- [Problem details] Return all lines of the data in which the string "edges" occurs.

- [Input data]
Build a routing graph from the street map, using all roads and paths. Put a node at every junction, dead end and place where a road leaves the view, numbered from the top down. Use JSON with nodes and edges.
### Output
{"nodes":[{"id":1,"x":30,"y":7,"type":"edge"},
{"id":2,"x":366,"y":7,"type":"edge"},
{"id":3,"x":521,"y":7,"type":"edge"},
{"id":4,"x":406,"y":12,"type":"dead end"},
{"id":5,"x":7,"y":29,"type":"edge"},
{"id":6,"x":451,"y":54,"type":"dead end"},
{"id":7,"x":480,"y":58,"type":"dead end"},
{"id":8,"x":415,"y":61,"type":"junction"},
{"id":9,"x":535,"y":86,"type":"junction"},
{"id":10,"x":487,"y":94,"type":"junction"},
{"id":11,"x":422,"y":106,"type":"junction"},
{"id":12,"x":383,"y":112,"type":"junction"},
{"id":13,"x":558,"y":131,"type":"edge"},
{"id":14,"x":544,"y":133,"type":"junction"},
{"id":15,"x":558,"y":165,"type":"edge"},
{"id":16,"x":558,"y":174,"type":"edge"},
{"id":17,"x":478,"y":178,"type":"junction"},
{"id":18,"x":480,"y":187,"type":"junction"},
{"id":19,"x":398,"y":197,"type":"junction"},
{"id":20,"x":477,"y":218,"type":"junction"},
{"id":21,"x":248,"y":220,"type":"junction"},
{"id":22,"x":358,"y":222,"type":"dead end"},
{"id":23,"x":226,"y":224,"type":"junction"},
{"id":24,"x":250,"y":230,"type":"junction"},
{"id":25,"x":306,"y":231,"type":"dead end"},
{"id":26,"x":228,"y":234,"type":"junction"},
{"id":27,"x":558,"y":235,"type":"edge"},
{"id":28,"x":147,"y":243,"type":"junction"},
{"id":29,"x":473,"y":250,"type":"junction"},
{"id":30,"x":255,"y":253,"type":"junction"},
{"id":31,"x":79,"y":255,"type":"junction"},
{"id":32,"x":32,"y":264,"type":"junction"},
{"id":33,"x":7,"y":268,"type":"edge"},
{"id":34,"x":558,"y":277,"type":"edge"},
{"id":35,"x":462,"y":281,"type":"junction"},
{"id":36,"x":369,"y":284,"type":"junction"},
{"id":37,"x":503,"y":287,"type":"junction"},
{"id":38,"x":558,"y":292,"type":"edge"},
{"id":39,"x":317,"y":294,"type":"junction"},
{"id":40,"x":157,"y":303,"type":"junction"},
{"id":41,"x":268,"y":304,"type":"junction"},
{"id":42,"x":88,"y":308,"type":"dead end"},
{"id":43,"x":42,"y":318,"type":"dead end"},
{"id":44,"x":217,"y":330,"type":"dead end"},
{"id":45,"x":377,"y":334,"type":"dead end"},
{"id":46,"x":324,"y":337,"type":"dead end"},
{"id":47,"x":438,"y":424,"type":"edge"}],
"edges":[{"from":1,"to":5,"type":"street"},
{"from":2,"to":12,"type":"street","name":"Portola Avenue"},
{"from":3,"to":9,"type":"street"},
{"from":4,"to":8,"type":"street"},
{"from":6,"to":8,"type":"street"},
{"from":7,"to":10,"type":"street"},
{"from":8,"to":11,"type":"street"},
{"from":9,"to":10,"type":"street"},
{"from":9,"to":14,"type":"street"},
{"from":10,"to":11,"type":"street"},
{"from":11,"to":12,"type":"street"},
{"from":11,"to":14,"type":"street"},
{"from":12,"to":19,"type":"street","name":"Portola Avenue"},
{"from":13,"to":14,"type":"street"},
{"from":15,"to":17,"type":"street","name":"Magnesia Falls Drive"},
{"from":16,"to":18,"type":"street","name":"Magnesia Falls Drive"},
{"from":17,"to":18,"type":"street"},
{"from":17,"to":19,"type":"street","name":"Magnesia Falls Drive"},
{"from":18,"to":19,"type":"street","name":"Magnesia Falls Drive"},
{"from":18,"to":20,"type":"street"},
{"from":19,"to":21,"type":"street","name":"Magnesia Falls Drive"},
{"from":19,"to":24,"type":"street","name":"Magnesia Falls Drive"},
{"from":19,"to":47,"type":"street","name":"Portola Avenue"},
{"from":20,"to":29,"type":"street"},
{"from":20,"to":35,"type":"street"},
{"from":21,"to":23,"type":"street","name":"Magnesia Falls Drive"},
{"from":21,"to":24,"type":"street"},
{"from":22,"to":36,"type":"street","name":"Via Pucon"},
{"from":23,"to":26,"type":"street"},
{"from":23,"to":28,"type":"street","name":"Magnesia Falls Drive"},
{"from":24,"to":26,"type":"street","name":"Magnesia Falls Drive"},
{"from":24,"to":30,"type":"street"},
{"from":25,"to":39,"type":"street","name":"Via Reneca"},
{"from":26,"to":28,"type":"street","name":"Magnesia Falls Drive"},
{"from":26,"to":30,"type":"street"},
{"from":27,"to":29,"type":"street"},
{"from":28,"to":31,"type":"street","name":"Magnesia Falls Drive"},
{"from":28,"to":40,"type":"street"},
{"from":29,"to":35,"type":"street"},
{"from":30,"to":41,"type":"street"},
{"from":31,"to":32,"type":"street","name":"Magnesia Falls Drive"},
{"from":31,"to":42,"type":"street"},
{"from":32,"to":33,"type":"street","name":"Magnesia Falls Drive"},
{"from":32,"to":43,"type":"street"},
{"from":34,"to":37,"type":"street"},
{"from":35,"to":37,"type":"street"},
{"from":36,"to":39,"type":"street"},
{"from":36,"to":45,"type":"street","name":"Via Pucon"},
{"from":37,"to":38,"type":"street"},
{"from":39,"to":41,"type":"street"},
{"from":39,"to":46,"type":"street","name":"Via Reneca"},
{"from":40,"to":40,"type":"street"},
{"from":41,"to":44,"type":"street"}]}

- [Task output]
Build a routing graph from the street map, using all roads and paths. Put a node at every junction, dead end and place where a road leaves the view, numbered from the top down. Use JSON with nodes and edges.
"edges":[{"from":1,"to":5,"type":"street"},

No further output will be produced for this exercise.